From the second we slap hands to the end of the round, it’s balls-to-the-wall effort. One second, I’m being thrown, the next second, he’s being thrown. I can feel the cartilage in my fingers crunch and pop every time he breaks my grip. I hear air rush out from his diaphragm with every squeeze from side control. My skin starts to burn from his gi rubbing against the corner of my eye.

I steal a glance at the timer on the wall. One minute and forty-five seconds have elapsed. We’re both exhausted already, but neither of us is ready to quit. We exchange more sloppy-aggressive grappling: accidental elbows to the face, knees to the groin, spit in the eye.

Suddenly, I’m bull-rushed like a poacher who shot his friend a week prior. Somehow during the rush, I’m able to pull him into my closed guard. Instantly, I feel his elbows driving into my thighs. I push his left arm into his gut and slam my hips high into the sky, throwing my legs up for anything. To my surprise, I’ve set myself up to finish a triangle.

I move my hips out to my right and lock my legs into place. My hands grasp the Silverback’s head, and I pull down with all my power, finally noticing a hard tap on my thigh. Sweat beads down my face. It soon puddles into the gi burn near my eye. The throbbing sensation is much more noticeable now. I feel as if the Silverback is looking at me like I’m the motherfucker that took out Fossey. He’s ready for Round Two.

The war rages on. He catches me with an Americana from side control by the end of the next round. Soon after I realize the triangle is my new (first) submission of choice. By the end of the roll, we are sprawled out on the mat, staring blankly at the ceiling. Eventually we sit up, shake hands and show each other respect and appreciation for the hard-fought battle.

At the end of class, we discuss our backgrounds for a bit.
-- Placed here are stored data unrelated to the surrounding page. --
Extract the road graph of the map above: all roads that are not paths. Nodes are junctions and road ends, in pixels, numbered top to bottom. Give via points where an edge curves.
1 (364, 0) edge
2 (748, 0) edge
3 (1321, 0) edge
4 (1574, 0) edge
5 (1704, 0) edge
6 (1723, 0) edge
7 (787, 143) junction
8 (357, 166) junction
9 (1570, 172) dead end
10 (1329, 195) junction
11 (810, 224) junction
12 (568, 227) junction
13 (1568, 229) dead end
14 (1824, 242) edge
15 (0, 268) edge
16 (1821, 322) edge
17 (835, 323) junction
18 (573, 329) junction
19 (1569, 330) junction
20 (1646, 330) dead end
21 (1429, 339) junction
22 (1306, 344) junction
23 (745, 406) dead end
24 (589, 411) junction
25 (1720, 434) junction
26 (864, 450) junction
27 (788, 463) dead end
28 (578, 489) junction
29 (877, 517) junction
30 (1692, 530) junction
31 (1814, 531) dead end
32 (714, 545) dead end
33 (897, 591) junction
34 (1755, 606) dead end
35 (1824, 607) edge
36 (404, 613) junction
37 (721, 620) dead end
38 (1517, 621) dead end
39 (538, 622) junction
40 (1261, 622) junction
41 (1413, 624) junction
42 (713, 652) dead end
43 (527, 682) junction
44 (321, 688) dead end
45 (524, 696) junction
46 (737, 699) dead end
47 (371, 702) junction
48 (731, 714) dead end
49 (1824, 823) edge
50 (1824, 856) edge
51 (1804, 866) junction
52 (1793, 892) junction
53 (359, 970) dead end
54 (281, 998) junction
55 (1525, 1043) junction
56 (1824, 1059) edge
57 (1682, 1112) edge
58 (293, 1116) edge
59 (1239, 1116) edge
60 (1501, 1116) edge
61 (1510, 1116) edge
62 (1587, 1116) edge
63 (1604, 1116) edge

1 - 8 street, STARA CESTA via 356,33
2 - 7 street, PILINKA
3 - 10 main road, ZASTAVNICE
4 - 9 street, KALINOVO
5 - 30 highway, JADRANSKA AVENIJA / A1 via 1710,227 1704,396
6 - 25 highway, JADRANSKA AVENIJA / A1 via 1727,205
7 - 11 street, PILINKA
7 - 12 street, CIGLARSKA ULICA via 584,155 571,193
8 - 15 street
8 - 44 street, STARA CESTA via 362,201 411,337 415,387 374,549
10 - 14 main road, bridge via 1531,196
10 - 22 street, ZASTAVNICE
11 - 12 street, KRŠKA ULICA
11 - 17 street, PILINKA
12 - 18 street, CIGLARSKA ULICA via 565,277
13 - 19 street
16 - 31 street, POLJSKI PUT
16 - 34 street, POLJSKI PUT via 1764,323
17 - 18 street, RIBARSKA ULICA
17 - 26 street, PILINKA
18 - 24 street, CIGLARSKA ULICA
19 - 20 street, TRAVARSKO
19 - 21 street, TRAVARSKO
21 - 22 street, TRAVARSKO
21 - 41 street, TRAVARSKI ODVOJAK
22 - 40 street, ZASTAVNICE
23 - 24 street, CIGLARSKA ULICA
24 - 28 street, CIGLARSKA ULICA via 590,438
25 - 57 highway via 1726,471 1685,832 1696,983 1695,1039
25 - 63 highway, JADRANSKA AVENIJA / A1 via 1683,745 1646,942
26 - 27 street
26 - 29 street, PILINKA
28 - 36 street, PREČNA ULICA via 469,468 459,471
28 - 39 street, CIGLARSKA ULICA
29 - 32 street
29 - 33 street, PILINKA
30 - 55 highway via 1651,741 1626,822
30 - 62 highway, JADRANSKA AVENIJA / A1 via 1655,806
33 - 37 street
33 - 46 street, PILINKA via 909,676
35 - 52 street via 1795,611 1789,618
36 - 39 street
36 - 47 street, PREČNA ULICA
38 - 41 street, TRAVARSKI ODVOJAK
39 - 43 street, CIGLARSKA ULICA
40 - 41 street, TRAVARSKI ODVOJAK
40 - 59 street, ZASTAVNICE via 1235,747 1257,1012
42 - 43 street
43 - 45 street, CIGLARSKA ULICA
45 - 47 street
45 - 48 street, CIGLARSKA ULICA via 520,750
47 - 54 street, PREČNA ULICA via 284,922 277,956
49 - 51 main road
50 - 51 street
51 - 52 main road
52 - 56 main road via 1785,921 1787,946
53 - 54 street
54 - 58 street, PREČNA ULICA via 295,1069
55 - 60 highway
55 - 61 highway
The Silverback had played linebacker for the University of Arkansas in the 80’s. At the time, I was still keen on football, so we were able to share some gridiron stories. No wonder we had just gone to war so easily...

This would be the first of many battles against the Cajun Silverback.


Starting a new sport can be intimidating. This uneasy feeling can cause your adrenaline to spike, resulting in your Fight or Flight mode to kick in. When I first started training BJJ, I had some serious White Belt Fury. Like the story above, most of my rolls were a fight to the death. King of the Mat was a nightly event, and I would usually end up cramping and stacking up injuries, some that still plague me today.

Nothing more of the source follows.